Arch Phys Med Rehabil. 2018 Feb;99(2):242-249. doi: 10.1016/j.apmr.2017.09.108. Epub 2017 Oct 5.
To examine the safety and tolerability of an active rehabilitation program for adolescents who are slow to recover from a sport-related concussion, and secondarily to estimate the treatment effect for this intervention.
Single-site, parallel, open-label, randomized controlled trial comparing treatment as usual (TAU) to TAU plus active rehabilitation.
Outpatient concussion clinic.
Adolescents (N=19) aged 12 to 18 years with postconcussion symptoms lasting ≥1 month after a sports-related concussion.
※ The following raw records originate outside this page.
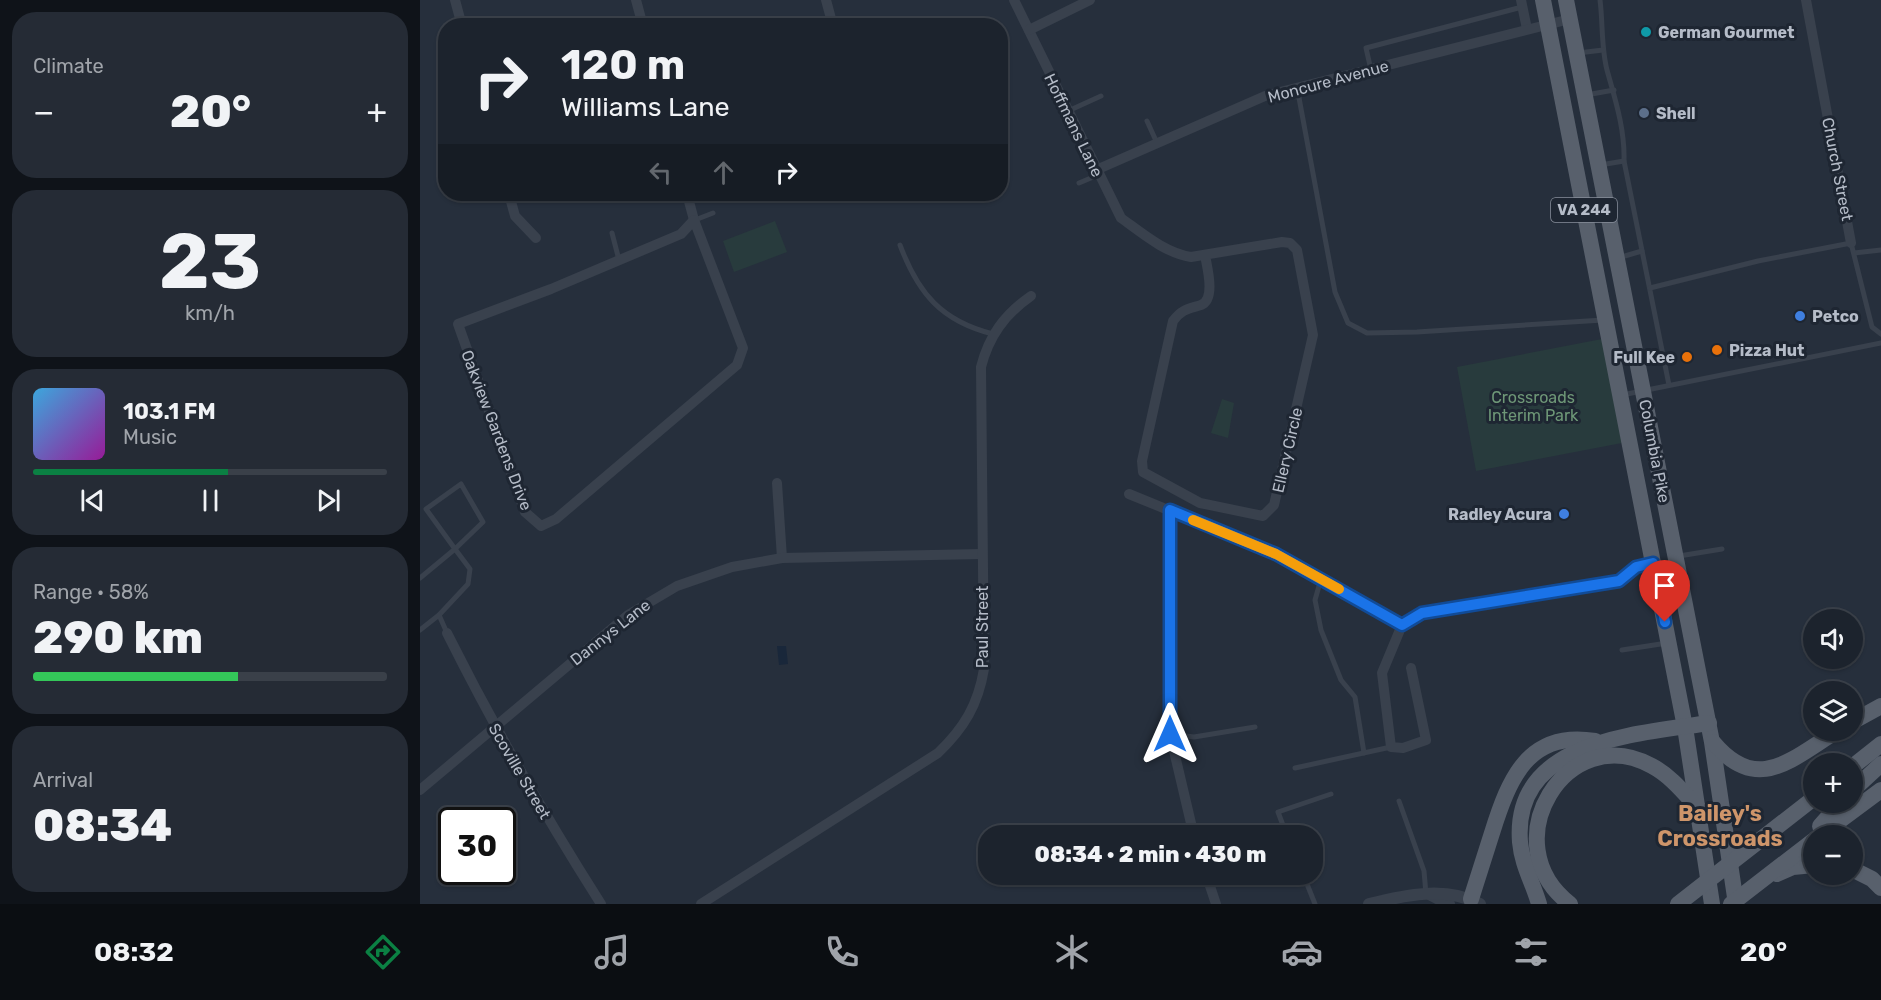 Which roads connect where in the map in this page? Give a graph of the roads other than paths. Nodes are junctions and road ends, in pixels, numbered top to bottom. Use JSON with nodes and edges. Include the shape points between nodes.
{"nodes":[{"id":1,"x":455,"y":0,"type":"edge"},
{"id":2,"x":636,"y":0,"type":"edge"},
{"id":3,"x":826,"y":0,"type":"edge"},
{"id":4,"x":1014,"y":0,"type":"edge"},
{"id":5,"x":1090,"y":0,"type":"edge"},
{"id":6,"x":1543,"y":0,"type":"edge"},
{"id":7,"x":1566,"y":0,"type":"edge"},
{"id":8,"x":1600,"y":0,"type":"edge"},
{"id":9,"x":1806,"y":0,"type":"edge"},
{"id":10,"x":1521,"y":3,"type":"edge"},
{"id":11,"x":460,"y":18,"type":"edge"},
{"id":12,"x":641,"y":18,"type":"edge"},
{"id":13,"x":831,"y":18,"type":"edge"},
{"id":14,"x":1570,"y":19,"type":"junction"},
{"id":15,"x":1548,"y":24,"type":"junction"},
{"id":16,"x":1527,"y":29,"type":"junction"},
{"id":17,"x":1029,"y":30,"type":"junction"},
{"id":18,"x":1603,"y":50,"type":"junction"},
{"id":19,"x":1577,"y":53,"type":"junction"},
{"id":20,"x":1371,"y":70,"type":"junction"},
{"id":21,"x":1298,"y":87,"type":"junction"},
{"id":22,"x":1614,"y":90,"type":"junction"},
{"id":23,"x":1584,"y":95,"type":"junction"},
{"id":24,"x":1101,"y":96,"type":"dead end"},
{"id":25,"x":1068,"y":111,"type":"junction"},
{"id":26,"x":1146,"y":121,"type":"dead end"},
{"id":27,"x":1157,"y":143,"type":"junction"},
{"id":28,"x":1624,"y":161,"type":"junction"},
{"id":29,"x":1598,"y":165,"type":"junction"},
{"id":30,"x":1097,"y":172,"type":"junction"},
{"id":31,"x":1079,"y":183,"type":"dead end"},
{"id":32,"x":511,"y":201,"type":"edge"},
{"id":33,"x":689,"y":201,"type":"edge"},
{"id":34,"x":713,"y":213,"type":"dead end"},
{"id":35,"x":694,"y":220,"type":"junction"},
{"id":36,"x":612,"y":233,"type":"dead end"},
{"id":37,"x":537,"y":238,"type":"dead end"},
{"id":38,"x":1148,"y":238,"type":"joint"},
{"id":39,"x":900,"y":245,"type":"dead end"},
{"id":40,"x":1853,"y":248,"type":"junction"},
{"id":41,"x":1881,"y":250,"type":"edge"},
{"id":42,"x":1642,"y":251,"type":"junction"},
{"id":43,"x":1205,"y":255,"type":"junction"},
{"id":44,"x":1617,"y":259,"type":"junction"},
{"id":45,"x":619,"y":260,"type":"junction"},
{"id":46,"x":1650,"y":288,"type":"junction"},
{"id":47,"x":1031,"y":296,"type":"dead end"},
{"id":48,"x":1605,"y":319,"type":"junction"},
{"id":49,"x":993,"y":334,"type":"junction"},
{"id":50,"x":1881,"y":334,"type":"edge"},
{"id":51,"x":1881,"y":343,"type":"edge"},
{"id":52,"x":1669,"y":385,"type":"junction"},
{"id":53,"x":1642,"y":390,"type":"junction"},
{"id":54,"x":1620,"y":396,"type":"junction"},
{"id":55,"x":777,"y":483,"type":"dead end"},
{"id":56,"x":1129,"y":494,"type":"dead end"},
{"id":57,"x":1170,"y":510,"type":"junction"},
{"id":58,"x":455,"y":549,"type":"junction"},
{"id":59,"x":1722,"y":549,"type":"dead end"},
{"id":60,"x":982,"y":554,"type":"junction"},
{"id":61,"x":1676,"y":556,"type":"junction"},
{"id":62,"x":782,"y":558,"type":"junction"},
{"id":63,"x":1653,"y":563,"type":"junction"},
{"id":64,"x":420,"y":578,"type":"edge"},
{"id":65,"x":1321,"y":579,"type":"junction"},
{"id":66,"x":439,"y":615,"type":"junction"},
{"id":67,"x":1402,"y":625,"type":"junction"},
{"id":68,"x":420,"y":630,"type":"edge"},
{"id":69,"x":447,"y":633,"type":"joint"},
{"id":70,"x":1669,"y":642,"type":"junction"},
{"id":71,"x":1622,"y":650,"type":"dead end"},
{"id":72,"x":1411,"y":668,"type":"dead end"},
{"id":73,"x":1881,"y":706,"type":"edge"},
{"id":74,"x":1863,"y":716,"type":"edge"},
{"id":75,"x":1709,"y":723,"type":"junction"},
{"id":76,"x":494,"y":727,"type":"junction"},
{"id":77,"x":1255,"y":727,"type":"dead end"},
{"id":78,"x":1685,"y":727,"type":"junction"},
{"id":79,"x":1170,"y":734,"type":"junction"},
{"id":80,"x":1819,"y":741,"type":"edge"},
{"id":81,"x":1602,"y":742,"type":"junction"},
{"id":82,"x":1712,"y":742,"type":"junction"},
{"id":83,"x":1881,"y":744,"type":"edge"},
{"id":84,"x":1391,"y":747,"type":"junction"},
{"id":85,"x":1364,"y":753,"type":"junction"},
{"id":86,"x":1863,"y":758,"type":"edge"},
{"id":87,"x":1881,"y":764,"type":"edge"},
{"id":88,"x":1295,"y":768,"type":"dead end"},
{"id":89,"x":1863,"y":780,"type":"edge"},
{"id":90,"x":420,"y":790,"type":"edge"},
{"id":91,"x":1881,"y":790,"type":"edge"},
{"id":92,"x":1331,"y":794,"type":"dead end"},
{"id":93,"x":1399,"y":801,"type":"dead end"},
{"id":94,"x":1803,"y":807,"type":"edge"},
{"id":95,"x":1699,"y":809,"type":"junction"},
{"id":96,"x":1833,"y":813,"type":"edge"},
{"id":97,"x":1191,"y":825,"type":"edge"},
{"id":98,"x":1283,"y":825,"type":"edge"},
{"id":99,"x":1834,"y":825,"type":"edge"},
{"id":100,"x":1803,"y":851,"type":"edge"},
{"id":101,"x":1793,"y":861,"type":"junction"},
{"id":102,"x":1803,"y":863,"type":"edge"},
{"id":103,"x":1863,"y":874,"type":"edge"},
{"id":104,"x":1210,"y":885,"type":"edge"},
{"id":105,"x":1307,"y":885,"type":"edge"},
{"id":106,"x":1881,"y":888,"type":"edge"},
{"id":107,"x":1428,"y":896,"type":"junction"},
{"id":108,"x":1475,"y":902,"type":"edge"},
{"id":109,"x":1678,"y":902,"type":"edge"},
{"id":110,"x":601,"y":904,"type":"edge"},
{"id":111,"x":701,"y":904,"type":"edge"},
{"id":112,"x":1216,"y":904,"type":"edge"},
{"id":113,"x":1315,"y":904,"type":"edge"},
{"id":114,"x":1369,"y":904,"type":"edge"},
{"id":115,"x":1449,"y":904,"type":"edge"},
{"id":116,"x":1539,"y":904,"type":"edge"},
{"id":117,"x":1570,"y":904,"type":"edge"},
{"id":118,"x":1712,"y":904,"type":"edge"},
{"id":119,"x":1731,"y":904,"type":"edge"},
{"id":120,"x":1736,"y":904,"type":"edge"}],
"edges":[{"from":1,"to":11,"type":"street"},
{"from":2,"to":12,"type":"street"},
{"from":3,"to":13,"type":"street"},
{"from":4,"to":17,"type":"street","name":"Hoffmans Lane"},
{"from":5,"to":17,"type":"street"},
{"from":6,"to":15,"type":"main road","name":"Columbia Pike","number":"VA 244"},
{"from":7,"to":14,"type":"main road","name":"Columbia Pike","number":"VA 244"},
{"from":8,"to":18,"type":"lane"},
{"from":9,"to":40,"type":"street","name":"Church Street"},
{"from":10,"to":16,"type":"street"},
{"from":10,"to":20,"type":"lane","via":[[1366,48]]},
{"from":14,"to":15,"type":"street","name":"Moncure Avenue"},
{"from":14,"to":19,"type":"main road","name":"Columbia Pike","number":"VA 244"},
{"from":15,"to":16,"type":"street","name":"Moncure Avenue"},
{"from":15,"to":48,"type":"main road","name":"Columbia Pike","number":"VA 244"},
{"from":16,"to":20,"type":"street","name":"Moncure Avenue"},
{"from":17,"to":25,"type":"street","name":"Hoffmans Lane"},
{"from":18,"to":19,"type":"lane"},
{"from":18,"to":22,"type":"lane"},
{"from":19,"to":23,"type":"main road","name":"Columbia Pike","number":"VA 244"},
{"from":20,"to":21,"type":"street","name":"Moncure Avenue"},
{"from":21,"to":27,"type":"street","name":"Moncure Avenue","via":[[1248,103]]},
{"from":21,"to":48,"type":"lane","via":[[1335,292],[1348,323],[1367,333]]},
{"from":22,"to":23,"type":"lane"},
{"from":22,"to":28,"type":"lane"},
{"from":23,"to":29,"type":"main road","name":"Columbia Pike","number":"VA 244"},
{"from":24,"to":25,"type":"lane"},
{"from":25,"to":30,"type":"street","name":"Hoffmans Lane"},
{"from":26,"to":27,"type":"lane"},
{"from":27,"to":30,"type":"street","name":"Moncure Avenue"},
{"from":28,"to":29,"type":"lane"},
{"from":28,"to":42,"type":"lane"},
{"from":29,"to":44,"type":"main road","name":"Columbia Pike","number":"VA 244"},
{"from":30,"to":31,"type":"lane"},
{"from":30,"to":38,"type":"street","name":"Hoffmans Lane","via":[[1121,218]]},
{"from":32,"to":37,"type":"street","via":[[515,216]]},
{"from":33,"to":35,"type":"street","name":"Oakview Gardens Drive"},
{"from":34,"to":35,"type":"lane"},
{"from":35,"to":45,"type":"street","name":"Oakview Gardens Drive","via":[[681,234]]},
{"from":35,"to":45,"type":"street","name":"Oakview Gardens Drive","via":[[743,348],[737,365],[556,519],[541,526],[525,512],[458,324]]},
{"from":36,"to":45,"type":"lane"},
{"from":38,"to":43,"type":"street","name":"Ellery Circle","via":[[1182,255]]},
{"from":39,"to":49,"type":"lane","via":[[910,271],[934,304],[968,326]]},
{"from":40,"to":41,"type":"lane"},
{"from":40,"to":46,"type":"lane","via":[[1758,261]]},
{"from":40,"to":50,"type":"lane","name":"Church Street","via":[[1872,327]]},
{"from":42,"to":44,"type":"lane"},
{"from":42,"to":46,"type":"lane"},
{"from":43,"to":43,"type":"street","name":"Ellery Circle","via":[[1282,242],[1290,243],[1300,258],[1313,335],[1274,505],[1263,516],[1200,503],[1143,472],[1142,461],[1173,321],[1181,310],[1208,300]]},
{"from":44,"to":53,"type":"main road","name":"Columbia Pike","number":"VA 244"},
{"from":46,"to":52,"type":"lane"},
{"from":47,"to":49,"type":"street","name":"Paul Street","via":[[1003,318]]},
{"from":48,"to":54,"type":"main road","name":"Columbia Pike","number":"VA 244"},
{"from":49,"to":60,"type":"street","name":"Paul Street","via":[[980,378]]},
{"from":51,"to":52,"type":"lane"},
{"from":52,"to":53,"type":"lane"},
{"from":53,"to":54,"type":"lane"},
{"from":53,"to":61,"type":"main road","name":"Columbia Pike","number":"VA 244"},
{"from":54,"to":63,"type":"main road","name":"Columbia Pike","number":"VA 244"},
{"from":55,"to":62,"type":"street"},
{"from":56,"to":57,"type":"street"},
{"from":57,"to":65,"type":"street","via":[[1276,554]]},
{"from":57,"to":79,"type":"street"},
{"from":58,"to":58,"type":"lane","via":[[483,522],[461,484],[426,509]]},
{"from":58,"to":64,"type":"lane"},
{"from":58,"to":66,"type":"lane","via":[[470,569],[468,584]]},
{"from":59,"to":61,"type":"lane"},
{"from":60,"to":62,"type":"street","name":"Dannys Lane"},
{"from":60,"to":111,"type":"street","name":"Paul Street","via":[[984,669],[975,705],[955,737],[938,753]]},
{"from":61,"to":75,"type":"main road","name":"Columbia Pike","number":"VA 244"},
{"from":62,"to":76,"type":"street","name":"Dannys Lane","via":[[705,574],[652,599]]},
{"from":63,"to":67,"type":"lane","via":[[1636,567],[1619,581],[1422,613]]},
{"from":63,"to":70,"type":"main road","name":"Columbia Pike","number":"VA 244"},
{"from":65,"to":67,"type":"street"},
{"from":65,"to":85,"type":"lane","via":[[1315,600],[1321,630],[1341,680],[1355,697]]},
{"from":66,"to":68,"type":"lane"},
{"from":66,"to":69,"type":"lane"},
{"from":67,"to":84,"type":"street","via":[[1382,673]]},
{"from":69,"to":76,"type":"street","name":"Scoville Street"},
{"from":70,"to":71,"type":"lane"},
{"from":70,"to":78,"type":"main road","name":"Columbia Pike","number":"VA 244"},
{"from":72,"to":84,"type":"street","via":[[1426,740],[1403,748]]},
{"from":73,"to":74,"type":"main road"},
{"from":75,"to":78,"type":"main road"},
{"from":75,"to":82,"type":"main road","name":"Columbia Pike","number":"VA 244"},
{"from":76,"to":90,"type":"street","name":"Dannys Lane"},
{"from":76,"to":110,"type":"street","name":"Scoville Street"},
{"from":77,"to":79,"type":"lane","via":[[1194,737]]},
{"from":78,"to":81,"type":"main road"},
{"from":78,"to":95,"type":"main road","name":"Columbia Pike","number":"VA 244"},
{"from":79,"to":97,"type":"street"},
{"from":80,"to":82,"type":"main road","via":[[1766,770],[1737,764]]},
{"from":81,"to":108,"type":"main road","via":[[1563,739],[1535,752],[1521,766],[1504,794]]},
{"from":81,"to":116,"type":"main road","via":[[1559,759],[1534,787],[1526,804],[1520,839],[1522,858]]},
{"from":82,"to":120,"type":"main road","name":"Columbia Pike","number":"VA 244"},
{"from":83,"to":86,"type":"main road"},
{"from":84,"to":85,"type":"lane"},
{"from":85,"to":88,"type":"lane"},
{"from":87,"to":89,"type":"main road"},
{"from":91,"to":99,"type":"main road"},
{"from":92,"to":98,"type":"lane","via":[[1278,812]]},
{"from":93,"to":107,"type":"lane","via":[[1424,871]]},
{"from":94,"to":109,"type":"main road"},
{"from":95,"to":117,"type":"main road","via":[[1664,774],[1629,757],[1599,759],[1572,770],[1544,802],[1536,827],[1542,872]]},
{"from":95,"to":118,"type":"main road","name":"Columbia Pike","number":"VA 244"},
{"from":96,"to":101,"type":"main road"},
{"from":100,"to":101,"type":"main road"},
{"from":101,"to":102,"type":"main road"},
{"from":101,"to":119,"type":"main road"},
{"from":103,"to":106,"type":"main road"},
{"from":104,"to":112,"type":"street"},
{"from":105,"to":113,"type":"lane"},
{"from":107,"to":108,"type":"street","via":[[1451,893]]},
{"from":107,"to":114,"type":"street","via":[[1396,897]]},
{"from":107,"to":115,"type":"street"}]}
TAU consisted of symptom management and return-to-play advice, return-to-school facilitation, and physiatry consultation. The active rehabilitation program involved in-clinic subsymptom threshold aerobic training, coordination exercises, and visualization and imagery techniques with a physiotherapist (mean, 3.4 sessions) as well as a home exercise program, over 6 weeks.
A blinded assessor systematically monitored for predetermined adverse events in weekly telephone calls over the 6-week intervention period. The treating physiotherapist also recorded in-clinic symptom exacerbations during aerobic training. The Post-Concussion Symptom Scale was the primary efficacy outcome.
Nineteen participants were randomized, and none dropped out of the study. Of the 12 adverse events detected (6 in each group), 10 were symptom exacerbations from 1 weekly telephone assessment to the next, and 2 were emergency department visits. Four adverse events were referred to an external safety committee and deemed unrelated to the study procedures. In-clinic symptom exacerbations occurred in 30% (9/30) of aerobic training sessions, but resolved within 24 hours in all instances. In linear mixed modeling, active rehabilitation was associated with a greater reduction on the Post-Concussion Symptom Scale than TAU only.
The results support the safety, tolerability, and potential efficacy of active rehabilitation for adolescents with persistent postconcussion symptoms.
研究一种针对运动相关性脑震荡后恢复缓慢的青少年的主动康复方案的安全性和耐受性,其次是评估该干预措施的治疗效果。
单站点、平行、开放标签、随机对照试验,比较常规治疗(TAU)与 TAU 加主动康复。
门诊脑震荡诊所。
年龄在 12 至 18 岁之间的青少年,在运动相关性脑震荡后出现持续超过 1 个月的脑震荡后症状。
TAU 包括症状管理和重返运动建议、重返学校促进以及物理治疗师咨询。主动康复计划包括门诊亚症状阈有氧运动、协调运动以及可视化和意象技术,以及物理治疗师指导的家庭运动计划,为期 6 周。
在 6 周干预期间,通过每周电话随访,由盲法评估者系统监测预定的不良事件。治疗物理治疗师还记录了在有氧运动训练过程中的门诊症状加重情况。使用脑震荡后症状量表作为主要疗效指标。
19 名参与者被随机分配,没有一人退出研究。在检测到的 12 起不良事件中(每组各 6 起),有 10 起是从每周一次的电话评估到下一次评估时出现的症状加重,有 2 起是急诊就诊。4 起不良事件被转介给外部安全委员会,认为与研究程序无关。在 30%(9/30)的有氧运动训练课程中出现了门诊症状加重,但在所有情况下都在 24 小时内得到解决。在线性混合模型中,主动康复组在脑震荡后症状量表上的得分比 TAU 组有更大的降低。
结果支持主动康复对持续存在脑震荡后症状的青少年的安全性、耐受性和潜在疗效。